もっとも、技術と制度の補完が機能したとしても、それだけでデータ連携が進むとは限らない。企業間データ連携は、本質的には「連携することで価値が生まれる」という企業の確信によって駆動される投資行動である。連携の成果は事前に精密に計算できるものではなく、ケインズが投資行動を駆動する力として論じた自生的な衝動——いわゆるアニマルスピリット²⁸——に依存する側面が大きい。本稿が論じた技術と制度の補完は、こうした企業家的確信が形成されるための必要条件であって、十分条件ではない。データ駆動社会の実現には、障壁の除去と並んで、連携による価値創出への企業家的確信をいかに育てるかという問いが、独立した課題として残されている。

データ駆動社会の実現は日本の国家方針として掲げられているが、IPA「DX動向2025」が示すように他社とのデータ連携を行っていない企業が75.1%に達する現実との乖離は大きい。この乖離を埋めるためには、技術と制度が補完し合う設計が必要である。何を技術で解き、何を制度で補完するか——この問いに対する答えの設計こそが、データ駆動社会実現に向けて今まさに取り組むべき中心的な課題である。その補完が機能し、さらに連携による価値創出への企業家的確信が形成されるとき、データ駆動社会の実現は現実の射程に入る。

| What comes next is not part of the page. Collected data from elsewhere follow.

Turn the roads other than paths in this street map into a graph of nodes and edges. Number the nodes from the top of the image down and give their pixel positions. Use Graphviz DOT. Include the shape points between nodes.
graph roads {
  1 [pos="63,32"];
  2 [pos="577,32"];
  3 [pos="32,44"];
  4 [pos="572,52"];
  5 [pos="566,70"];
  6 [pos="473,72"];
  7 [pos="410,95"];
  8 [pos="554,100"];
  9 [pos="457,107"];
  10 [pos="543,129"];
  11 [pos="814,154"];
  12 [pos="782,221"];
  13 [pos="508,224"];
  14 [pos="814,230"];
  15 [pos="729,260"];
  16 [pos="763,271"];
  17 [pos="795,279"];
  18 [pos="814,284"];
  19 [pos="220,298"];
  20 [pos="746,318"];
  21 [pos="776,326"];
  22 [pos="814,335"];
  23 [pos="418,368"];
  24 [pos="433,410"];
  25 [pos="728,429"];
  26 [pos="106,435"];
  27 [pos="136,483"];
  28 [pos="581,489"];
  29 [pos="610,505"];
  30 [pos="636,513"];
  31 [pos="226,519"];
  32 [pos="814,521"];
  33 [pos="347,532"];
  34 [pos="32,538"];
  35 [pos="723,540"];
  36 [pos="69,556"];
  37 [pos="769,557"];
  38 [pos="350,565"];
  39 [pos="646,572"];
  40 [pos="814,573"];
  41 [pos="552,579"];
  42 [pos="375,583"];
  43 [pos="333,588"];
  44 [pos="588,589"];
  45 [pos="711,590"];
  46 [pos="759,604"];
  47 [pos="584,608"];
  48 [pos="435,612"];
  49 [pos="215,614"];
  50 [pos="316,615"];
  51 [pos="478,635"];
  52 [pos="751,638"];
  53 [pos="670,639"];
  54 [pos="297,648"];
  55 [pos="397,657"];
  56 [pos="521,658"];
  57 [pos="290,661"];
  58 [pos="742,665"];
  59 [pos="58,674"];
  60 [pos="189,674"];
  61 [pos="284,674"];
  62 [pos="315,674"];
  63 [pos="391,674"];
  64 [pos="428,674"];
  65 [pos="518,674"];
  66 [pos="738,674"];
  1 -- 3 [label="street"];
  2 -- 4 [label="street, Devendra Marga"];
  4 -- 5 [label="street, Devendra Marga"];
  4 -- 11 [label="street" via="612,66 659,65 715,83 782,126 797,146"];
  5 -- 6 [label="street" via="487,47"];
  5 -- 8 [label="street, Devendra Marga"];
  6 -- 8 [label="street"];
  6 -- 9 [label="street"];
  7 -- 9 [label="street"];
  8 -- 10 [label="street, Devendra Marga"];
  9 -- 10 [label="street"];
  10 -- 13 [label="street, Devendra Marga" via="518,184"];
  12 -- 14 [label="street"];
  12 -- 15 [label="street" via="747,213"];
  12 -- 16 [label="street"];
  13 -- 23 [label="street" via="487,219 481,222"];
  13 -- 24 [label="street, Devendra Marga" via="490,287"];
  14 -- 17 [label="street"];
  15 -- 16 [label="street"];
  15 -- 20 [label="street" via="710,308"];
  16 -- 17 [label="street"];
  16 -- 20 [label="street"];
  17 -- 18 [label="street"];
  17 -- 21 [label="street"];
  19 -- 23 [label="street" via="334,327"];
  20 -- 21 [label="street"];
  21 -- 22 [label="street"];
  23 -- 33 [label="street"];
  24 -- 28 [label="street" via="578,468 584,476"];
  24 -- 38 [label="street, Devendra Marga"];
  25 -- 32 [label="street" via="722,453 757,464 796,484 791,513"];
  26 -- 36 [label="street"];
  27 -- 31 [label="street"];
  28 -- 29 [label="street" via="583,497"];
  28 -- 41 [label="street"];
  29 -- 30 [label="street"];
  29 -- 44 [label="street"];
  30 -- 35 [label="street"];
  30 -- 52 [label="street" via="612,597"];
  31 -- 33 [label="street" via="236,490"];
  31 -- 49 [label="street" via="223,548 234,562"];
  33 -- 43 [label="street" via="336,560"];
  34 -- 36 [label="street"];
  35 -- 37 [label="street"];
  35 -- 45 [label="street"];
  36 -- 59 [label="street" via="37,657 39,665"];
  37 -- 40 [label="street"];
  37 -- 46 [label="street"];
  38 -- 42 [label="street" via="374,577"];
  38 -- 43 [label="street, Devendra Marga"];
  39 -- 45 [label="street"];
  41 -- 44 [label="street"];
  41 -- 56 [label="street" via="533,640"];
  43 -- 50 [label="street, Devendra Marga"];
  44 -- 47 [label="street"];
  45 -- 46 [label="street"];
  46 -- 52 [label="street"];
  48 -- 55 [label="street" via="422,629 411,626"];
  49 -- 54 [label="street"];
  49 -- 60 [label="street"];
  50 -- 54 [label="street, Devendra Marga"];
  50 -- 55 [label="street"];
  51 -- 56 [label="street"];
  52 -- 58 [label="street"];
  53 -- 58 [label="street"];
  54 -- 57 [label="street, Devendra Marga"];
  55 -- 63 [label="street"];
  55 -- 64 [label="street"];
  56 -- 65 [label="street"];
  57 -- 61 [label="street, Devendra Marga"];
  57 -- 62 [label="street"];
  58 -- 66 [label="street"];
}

• 27. 「プライバシー強化技術（PETs）と個人情報保護法～データ連携の制度的課題～」
• 28. Keynes, J.M., The General Theory of Employment, Interest and Money, Macmillan, 1936, Chapter 12 "The State of Long-Term Expectation."（邦訳：間宮陽介訳『雇用、利子および貨幣の一般理論』岩波文庫、2008年、第12章「長期期待の状態」）。ケインズは、企業の投資活動が数学的期待値（quantitative benefits multiplied by quantitative probabilities）ではなく、「行動への自発的衝動（spontaneous urge to action rather than inaction）」——いわゆるアニマルスピリット——に依存する側面を論じた。

本内容は、筆者自身の調査分析に基づく個人的見解で、JIPDECの公式見解を述べたものではありません。